■ **Stored data**:
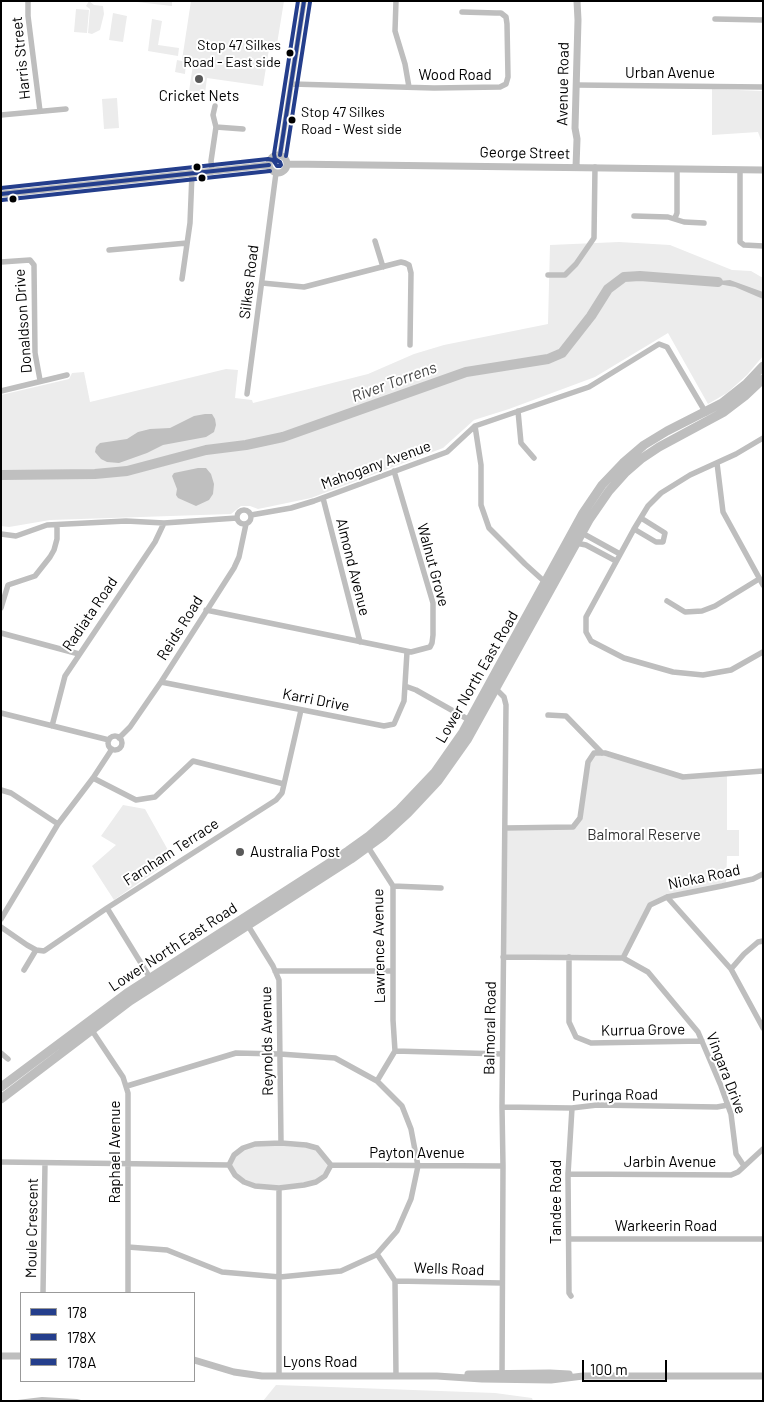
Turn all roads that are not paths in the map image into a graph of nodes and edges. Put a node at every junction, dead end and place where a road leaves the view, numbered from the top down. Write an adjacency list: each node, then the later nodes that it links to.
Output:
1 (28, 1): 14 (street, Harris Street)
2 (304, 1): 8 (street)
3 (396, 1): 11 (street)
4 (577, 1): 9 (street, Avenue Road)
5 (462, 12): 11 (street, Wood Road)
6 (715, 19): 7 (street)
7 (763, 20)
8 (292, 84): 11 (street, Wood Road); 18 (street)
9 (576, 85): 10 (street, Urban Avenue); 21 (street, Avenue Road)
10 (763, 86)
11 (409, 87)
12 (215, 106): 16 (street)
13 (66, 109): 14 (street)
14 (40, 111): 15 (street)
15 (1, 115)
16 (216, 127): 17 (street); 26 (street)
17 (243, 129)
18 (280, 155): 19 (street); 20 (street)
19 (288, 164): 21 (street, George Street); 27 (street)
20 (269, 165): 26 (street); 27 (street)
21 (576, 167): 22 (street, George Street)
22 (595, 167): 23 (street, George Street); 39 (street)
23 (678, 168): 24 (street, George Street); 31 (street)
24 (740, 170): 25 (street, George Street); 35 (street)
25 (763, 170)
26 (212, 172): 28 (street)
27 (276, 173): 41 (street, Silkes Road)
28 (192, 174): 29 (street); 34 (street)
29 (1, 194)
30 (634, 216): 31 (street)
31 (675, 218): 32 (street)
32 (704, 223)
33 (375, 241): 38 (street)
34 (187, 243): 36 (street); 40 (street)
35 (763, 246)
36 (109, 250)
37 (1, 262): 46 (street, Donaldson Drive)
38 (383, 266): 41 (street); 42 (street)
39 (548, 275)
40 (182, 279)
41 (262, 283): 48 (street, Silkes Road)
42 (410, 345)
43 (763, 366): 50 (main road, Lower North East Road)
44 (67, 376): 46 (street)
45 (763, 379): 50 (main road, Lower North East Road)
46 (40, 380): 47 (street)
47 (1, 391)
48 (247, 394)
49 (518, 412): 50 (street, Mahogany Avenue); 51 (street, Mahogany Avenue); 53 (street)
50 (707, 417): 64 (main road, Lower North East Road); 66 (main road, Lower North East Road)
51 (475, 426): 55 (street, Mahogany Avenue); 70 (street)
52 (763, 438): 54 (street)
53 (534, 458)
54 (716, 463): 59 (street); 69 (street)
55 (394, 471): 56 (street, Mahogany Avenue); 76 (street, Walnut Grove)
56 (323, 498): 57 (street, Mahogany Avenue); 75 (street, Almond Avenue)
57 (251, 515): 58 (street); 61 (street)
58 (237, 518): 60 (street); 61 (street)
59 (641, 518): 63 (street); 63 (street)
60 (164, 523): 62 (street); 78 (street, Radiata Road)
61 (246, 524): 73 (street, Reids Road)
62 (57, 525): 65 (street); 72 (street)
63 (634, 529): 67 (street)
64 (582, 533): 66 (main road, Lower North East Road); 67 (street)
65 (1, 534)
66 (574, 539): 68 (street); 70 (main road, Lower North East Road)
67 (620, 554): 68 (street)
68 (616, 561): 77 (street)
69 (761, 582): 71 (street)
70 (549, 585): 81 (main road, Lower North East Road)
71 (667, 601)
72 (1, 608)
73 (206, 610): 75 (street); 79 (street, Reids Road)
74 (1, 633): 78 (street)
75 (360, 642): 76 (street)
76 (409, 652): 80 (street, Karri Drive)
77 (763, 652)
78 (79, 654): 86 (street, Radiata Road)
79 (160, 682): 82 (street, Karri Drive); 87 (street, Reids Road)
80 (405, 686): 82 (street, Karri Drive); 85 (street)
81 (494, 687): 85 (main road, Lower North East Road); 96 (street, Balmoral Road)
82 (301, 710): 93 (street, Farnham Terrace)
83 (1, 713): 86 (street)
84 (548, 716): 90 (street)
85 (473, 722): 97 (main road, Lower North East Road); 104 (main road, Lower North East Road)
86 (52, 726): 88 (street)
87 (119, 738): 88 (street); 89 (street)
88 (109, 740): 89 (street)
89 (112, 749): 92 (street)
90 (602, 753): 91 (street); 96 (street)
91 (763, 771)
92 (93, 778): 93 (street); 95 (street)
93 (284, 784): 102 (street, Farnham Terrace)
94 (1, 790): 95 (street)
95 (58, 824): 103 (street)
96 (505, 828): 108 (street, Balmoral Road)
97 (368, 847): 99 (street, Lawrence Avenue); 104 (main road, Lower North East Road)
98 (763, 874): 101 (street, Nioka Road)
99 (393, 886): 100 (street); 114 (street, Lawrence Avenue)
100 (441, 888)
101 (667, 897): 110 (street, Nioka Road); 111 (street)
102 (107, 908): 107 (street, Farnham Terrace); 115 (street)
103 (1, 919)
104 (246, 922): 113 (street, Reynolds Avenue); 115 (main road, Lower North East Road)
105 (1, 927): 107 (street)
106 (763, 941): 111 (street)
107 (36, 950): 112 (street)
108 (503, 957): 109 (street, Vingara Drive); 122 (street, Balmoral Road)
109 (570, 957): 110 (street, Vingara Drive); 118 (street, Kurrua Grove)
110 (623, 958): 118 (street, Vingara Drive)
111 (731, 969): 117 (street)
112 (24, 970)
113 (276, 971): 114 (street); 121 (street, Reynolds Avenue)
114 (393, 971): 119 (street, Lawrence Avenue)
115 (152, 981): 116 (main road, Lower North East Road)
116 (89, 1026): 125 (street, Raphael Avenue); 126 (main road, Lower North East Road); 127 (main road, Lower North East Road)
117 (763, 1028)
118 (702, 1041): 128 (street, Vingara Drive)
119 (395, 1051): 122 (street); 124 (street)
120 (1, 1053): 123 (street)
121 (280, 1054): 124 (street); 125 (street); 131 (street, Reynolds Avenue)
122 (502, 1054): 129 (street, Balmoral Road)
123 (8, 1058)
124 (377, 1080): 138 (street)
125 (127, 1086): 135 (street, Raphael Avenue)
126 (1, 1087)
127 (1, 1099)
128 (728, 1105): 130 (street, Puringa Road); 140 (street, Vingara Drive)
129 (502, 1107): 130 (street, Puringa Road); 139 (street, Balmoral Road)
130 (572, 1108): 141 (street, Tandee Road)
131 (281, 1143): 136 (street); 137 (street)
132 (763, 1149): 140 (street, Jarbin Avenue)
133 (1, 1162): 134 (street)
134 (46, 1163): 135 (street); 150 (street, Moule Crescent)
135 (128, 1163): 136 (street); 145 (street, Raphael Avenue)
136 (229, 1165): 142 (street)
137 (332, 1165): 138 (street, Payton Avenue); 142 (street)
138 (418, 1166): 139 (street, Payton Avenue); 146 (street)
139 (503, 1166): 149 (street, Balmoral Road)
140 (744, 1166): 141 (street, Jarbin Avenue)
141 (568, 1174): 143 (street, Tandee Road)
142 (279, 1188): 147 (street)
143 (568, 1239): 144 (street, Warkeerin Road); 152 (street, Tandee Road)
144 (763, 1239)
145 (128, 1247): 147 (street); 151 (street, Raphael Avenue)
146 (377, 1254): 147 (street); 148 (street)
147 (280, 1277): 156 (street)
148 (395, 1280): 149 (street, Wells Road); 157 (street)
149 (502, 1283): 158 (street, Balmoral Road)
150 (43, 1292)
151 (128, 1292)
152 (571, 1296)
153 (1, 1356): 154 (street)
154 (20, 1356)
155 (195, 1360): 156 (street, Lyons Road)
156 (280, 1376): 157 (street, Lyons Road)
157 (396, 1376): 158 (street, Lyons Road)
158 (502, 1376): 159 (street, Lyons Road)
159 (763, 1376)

■ **What needs to be done**: What the task needs is the material above repeated exactly, pictures excepted.

■ **Your solution**:
Turn all roads that are not paths in the map image into a graph of nodes and edges. Put a node at every junction, dead end and place where a road leaves the view, numbered from the top down. Write an adjacency list: each node, then the later nodes that it links to.
Output:
1 (28, 1): 14 (street, Harris Street)
2 (304, 1): 8 (street)
3 (396, 1): 11 (street)
4 (577, 1): 9 (street, Avenue Road)
5 (462, 12): 11 (street, Wood Road)
6 (715, 19): 7 (street)
7 (763, 20)
8 (292, 84): 11 (street, Wood Road); 18 (street)
9 (576, 85): 10 (street, Urban Avenue); 21 (street, Avenue Road)
10 (763, 86)
11 (409, 87)
12 (215, 106): 16 (street)
13 (66, 109): 14 (street)
14 (40, 111): 15 (street)
15 (1, 115)
16 (216, 127): 17 (street); 26 (street)
17 (243, 129)
18 (280, 155): 19 (street); 20 (street)
19 (288, 164): 21 (street, George Street); 27 (street)
20 (269, 165): 26 (street); 27 (street)
21 (576, 167): 22 (street, George Street)
22 (595, 167): 23 (street, George Street); 39 (street)
23 (678, 168): 24 (street, George Street); 31 (street)
24 (740, 170): 25 (street, George Street); 35 (street)
25 (763, 170)
26 (212, 172): 28 (street)
27 (276, 173): 41 (street, Silkes Road)
28 (192, 174): 29 (street); 34 (street)
29 (1, 194)
30 (634, 216): 31 (street)
31 (675, 218): 32 (street)
32 (704, 223)
33 (375, 241): 38 (street)
34 (187, 243): 36 (street); 40 (street)
35 (763, 246)
36 (109, 250)
37 (1, 262): 46 (street, Donaldson Drive)
38 (383, 266): 41 (street); 42 (street)
39 (548, 275)
40 (182, 279)
41 (262, 283): 48 (street, Silkes Road)
42 (410, 345)
43 (763, 366): 50 (main road, Lower North East Road)
44 (67, 376): 46 (street)
45 (763, 379): 50 (main road, Lower North East Road)
46 (40, 380): 47 (street)
47 (1, 391)
48 (247, 394)
49 (518, 412): 50 (street, Mahogany Avenue); 51 (street, Mahogany Avenue); 53 (street)
50 (707, 417): 64 (main road, Lower North East Road); 66 (main road, Lower North East Road)
51 (475, 426): 55 (street, Mahogany Avenue); 70 (street)
52 (763, 438): 54 (street)
53 (534, 458)
54 (716, 463): 59 (street); 69 (street)
55 (394, 471): 56 (street, Mahogany Avenue); 76 (street, Walnut Grove)
56 (323, 498): 57 (street, Mahogany Avenue); 75 (street, Almond Avenue)
57 (251, 515): 58 (street); 61 (street)
58 (237, 518): 60 (street); 61 (street)
59 (641, 518): 63 (street); 63 (street)
60 (164, 523): 62 (street); 78 (street, Radiata Road)
61 (246, 524): 73 (street, Reids Road)
62 (57, 525): 65 (street); 72 (street)
63 (634, 529): 67 (street)
64 (582, 533): 66 (main road, Lower North East Road); 67 (street)
65 (1, 534)
66 (574, 539): 68 (street); 70 (main road, Lower North East Road)
67 (620, 554): 68 (street)
68 (616, 561): 77 (street)
69 (761, 582): 71 (street)
70 (549, 585): 81 (main road, Lower North East Road)
71 (667, 601)
72 (1, 608)
73 (206, 610): 75 (street); 79 (street, Reids Road)
74 (1, 633): 78 (street)
75 (360, 642): 76 (street)
76 (409, 652): 80 (street, Karri Drive)
77 (763, 652)
78 (79, 654): 86 (street, Radiata Road)
79 (160, 682): 82 (street, Karri Drive); 87 (street, Reids Road)
80 (405, 686): 82 (street, Karri Drive); 85 (street)
81 (494, 687): 85 (main road, Lower North East Road); 96 (street, Balmoral Road)
82 (301, 710): 93 (street, Farnham Terrace)
83 (1, 713): 86 (street)
84 (548, 716): 90 (street)
85 (473, 722): 97 (main road, Lower North East Road); 104 (main road, Lower North East Road)
86 (52, 726): 88 (street)
87 (119, 738): 88 (street); 89 (street)
88 (109, 740): 89 (street)
89 (112, 749): 92 (street)
90 (602, 753): 91 (street); 96 (street)
91 (763, 771)
92 (93, 778): 93 (street); 95 (street)
93 (284, 784): 102 (street, Farnham Terrace)
94 (1, 790): 95 (street)
95 (58, 824): 103 (street)
96 (505, 828): 108 (street, Balmoral Road)
97 (368, 847): 99 (street, Lawrence Avenue); 104 (main road, Lower North East Road)
98 (763, 874): 101 (street, Nioka Road)
99 (393, 886): 100 (street); 114 (street, Lawrence Avenue)
100 (441, 888)
101 (667, 897): 110 (street, Nioka Road); 111 (street)
102 (107, 908): 107 (street, Farnham Terrace); 115 (street)
103 (1, 919)
104 (246, 922): 113 (street, Reynolds Avenue); 115 (main road, Lower North East Road)
105 (1, 927): 107 (street)
106 (763, 941): 111 (street)
107 (36, 950): 112 (street)
108 (503, 957): 109 (street, Vingara Drive); 122 (street, Balmoral Road)
109 (570, 957): 110 (street, Vingara Drive); 118 (street, Kurrua Grove)
110 (623, 958): 118 (street, Vingara Drive)
111 (731, 969): 117 (street)
112 (24, 970)
113 (276, 971): 114 (street); 121 (street, Reynolds Avenue)
114 (393, 971): 119 (street, Lawrence Avenue)
115 (152, 981): 116 (main road, Lower North East Road)
116 (89, 1026): 125 (street, Raphael Avenue); 126 (main road, Lower North East Road); 127 (main road, Lower North East Road)
117 (763, 1028)
118 (702, 1041): 128 (street, Vingara Drive)
119 (395, 1051): 122 (street); 124 (street)
120 (1, 1053): 123 (street)
121 (280, 1054): 124 (street); 125 (street); 131 (street, Reynolds Avenue)
122 (502, 1054): 129 (street, Balmoral Road)
123 (8, 1058)
124 (377, 1080): 138 (street)
125 (127, 1086): 135 (street, Raphael Avenue)
126 (1, 1087)
127 (1, 1099)
128 (728, 1105): 130 (street, Puringa Road); 140 (street, Vingara Drive)
129 (502, 1107): 130 (street, Puringa Road); 139 (street, Balmoral Road)
130 (572, 1108): 141 (street, Tandee Road)
131 (281, 1143): 136 (street); 137 (street)
132 (763, 1149): 140 (street, Jarbin Avenue)
133 (1, 1162): 134 (street)
134 (46, 1163): 135 (street); 150 (street, Moule Crescent)
135 (128, 1163): 136 (street); 145 (street, Raphael Avenue)
136 (229, 1165): 142 (street)
137 (332, 1165): 138 (street, Payton Avenue); 142 (street)
138 (418, 1166): 139 (street, Payton Avenue); 146 (street)
139 (503, 1166): 149 (street, Balmoral Road)
140 (744, 1166): 141 (street, Jarbin Avenue)
141 (568, 1174): 143 (street, Tandee Road)
142 (279, 1188): 147 (street)
143 (568, 1239): 144 (street, Warkeerin Road); 152 (street, Tandee Road)
144 (763, 1239)
145 (128, 1247): 147 (street); 151 (street, Raphael Avenue)
146 (377, 1254): 147 (street); 148 (street)
147 (280, 1277): 156 (street)
148 (395, 1280): 149 (street, Wells Road); 157 (street)
149 (502, 1283): 158 (street, Balmoral Road)
150 (43, 1292)
151 (128, 1292)
152 (571, 1296)
153 (1, 1356): 154 (street)
154 (20, 1356)
155 (195, 1360): 156 (street, Lyons Road)
156 (280, 1376): 157 (street, Lyons Road)
157 (396, 1376): 158 (street, Lyons Road)
158 (502, 1376): 159 (street, Lyons Road)
159 (763, 1376)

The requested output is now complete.